Think about it, the core’s primary role is to stabilize the pelvis and spine. How much core strength and stability is required to keep your spine straight and stable throughout a 500lbs dead lift as opposed to doing a crunch on a stability ball?
Don’t get me wrong, core isolation movements aren’t a bad thing, but they shouldn’t be the foundation of your training plan or even the base of a whole workout.
At the end of the day, if you’re core strength is lacking you will need to bring this up to par to maximally express your power both on the ice and in your training.
Power Training for Hockey
Power training for hockey has to involve the most important training principle in sport science, specificity. The principle of specificity is a principle of training program design and it represents the idea that the movements that you perform in the gym have to, in one way or another, contribute to improving a performance parameter that will transfer to the game on ice.
In other words, it has to be sport specific from a scientific standpoint to justify training use.
This means the movements you perform should be similar to the game of hockey in what joints are involved, what muscle groups are involved, the planes of movement, force production involved, the speed of movement, and the duration of the movement.

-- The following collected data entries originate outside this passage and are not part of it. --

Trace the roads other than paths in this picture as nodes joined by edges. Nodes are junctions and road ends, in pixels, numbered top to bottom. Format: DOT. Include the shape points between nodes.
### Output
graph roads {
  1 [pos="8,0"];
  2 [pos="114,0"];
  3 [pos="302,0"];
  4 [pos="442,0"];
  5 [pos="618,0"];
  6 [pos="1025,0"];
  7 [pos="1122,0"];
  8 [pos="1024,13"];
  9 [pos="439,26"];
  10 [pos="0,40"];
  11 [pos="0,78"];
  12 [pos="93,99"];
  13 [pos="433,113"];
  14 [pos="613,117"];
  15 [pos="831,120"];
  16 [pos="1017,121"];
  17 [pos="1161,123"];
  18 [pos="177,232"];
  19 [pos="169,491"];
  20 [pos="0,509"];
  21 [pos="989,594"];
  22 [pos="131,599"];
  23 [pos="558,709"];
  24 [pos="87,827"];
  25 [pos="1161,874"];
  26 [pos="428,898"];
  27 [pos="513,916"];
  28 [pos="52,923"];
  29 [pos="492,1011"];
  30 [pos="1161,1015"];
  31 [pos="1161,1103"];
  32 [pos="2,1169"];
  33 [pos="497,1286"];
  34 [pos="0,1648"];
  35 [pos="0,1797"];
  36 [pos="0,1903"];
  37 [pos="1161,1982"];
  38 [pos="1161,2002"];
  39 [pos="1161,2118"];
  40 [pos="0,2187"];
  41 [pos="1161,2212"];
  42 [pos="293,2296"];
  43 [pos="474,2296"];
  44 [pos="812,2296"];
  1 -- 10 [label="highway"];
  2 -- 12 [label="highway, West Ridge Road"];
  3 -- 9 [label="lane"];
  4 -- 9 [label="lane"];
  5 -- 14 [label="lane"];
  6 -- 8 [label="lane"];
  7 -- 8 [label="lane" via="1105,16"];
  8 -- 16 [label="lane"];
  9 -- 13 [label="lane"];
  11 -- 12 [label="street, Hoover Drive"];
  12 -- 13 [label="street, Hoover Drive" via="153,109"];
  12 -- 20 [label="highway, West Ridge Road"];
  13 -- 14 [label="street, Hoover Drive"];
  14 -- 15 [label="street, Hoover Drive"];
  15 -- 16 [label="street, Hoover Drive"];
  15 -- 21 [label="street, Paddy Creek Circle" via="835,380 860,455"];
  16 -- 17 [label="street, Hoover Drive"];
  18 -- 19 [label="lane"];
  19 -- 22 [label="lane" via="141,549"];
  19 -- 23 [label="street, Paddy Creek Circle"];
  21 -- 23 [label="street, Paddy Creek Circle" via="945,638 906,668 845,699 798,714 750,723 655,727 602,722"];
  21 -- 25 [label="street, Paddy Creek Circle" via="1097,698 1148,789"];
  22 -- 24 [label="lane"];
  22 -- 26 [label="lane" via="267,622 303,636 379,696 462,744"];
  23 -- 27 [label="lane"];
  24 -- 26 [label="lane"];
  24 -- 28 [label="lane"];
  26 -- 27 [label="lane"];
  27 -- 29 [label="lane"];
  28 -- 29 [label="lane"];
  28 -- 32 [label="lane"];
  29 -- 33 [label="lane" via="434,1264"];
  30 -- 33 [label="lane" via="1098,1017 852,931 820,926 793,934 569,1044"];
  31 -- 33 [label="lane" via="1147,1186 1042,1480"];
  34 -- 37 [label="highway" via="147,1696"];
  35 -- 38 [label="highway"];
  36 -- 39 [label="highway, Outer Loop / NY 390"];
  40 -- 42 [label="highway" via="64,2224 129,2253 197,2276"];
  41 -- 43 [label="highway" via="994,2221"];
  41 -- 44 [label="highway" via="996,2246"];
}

Additionally, just like other muscular adaptations (strength, hypertrophy, endurance, etc.) power development is local. Meaning, if you train the lower body for power it will not transfer to the upper body and create a global response. You need to involve both the upper body and lower body in your training program design in order to create total body power development, which is exactly what hockey players need. This means adding a box jump day into your plan isn’t going to cut it for maximal transferable development of performance enhancement out on the ice.
Here’s an example lower body power workout that is great for hockey players:
A1: Sub-maximal load BB squats (40-60%): 6 sets of 3
A2: Box jumps: 6 sets of 3
Rest 10-15secs between A1 and A2 and 3mins after A2.
B: RKC plank: 3 sets of 4-6 reps (each rep 10secs contraction, stay in plank position for 10secs in between reps)
The above is a perfect example of the “Contrast Power Training Method” for hockey players. Contrast training is an extremely effective (and difficult) philosophy of training which is defined by a strength training movement followed up quickly by a speed movement or sport specific skill.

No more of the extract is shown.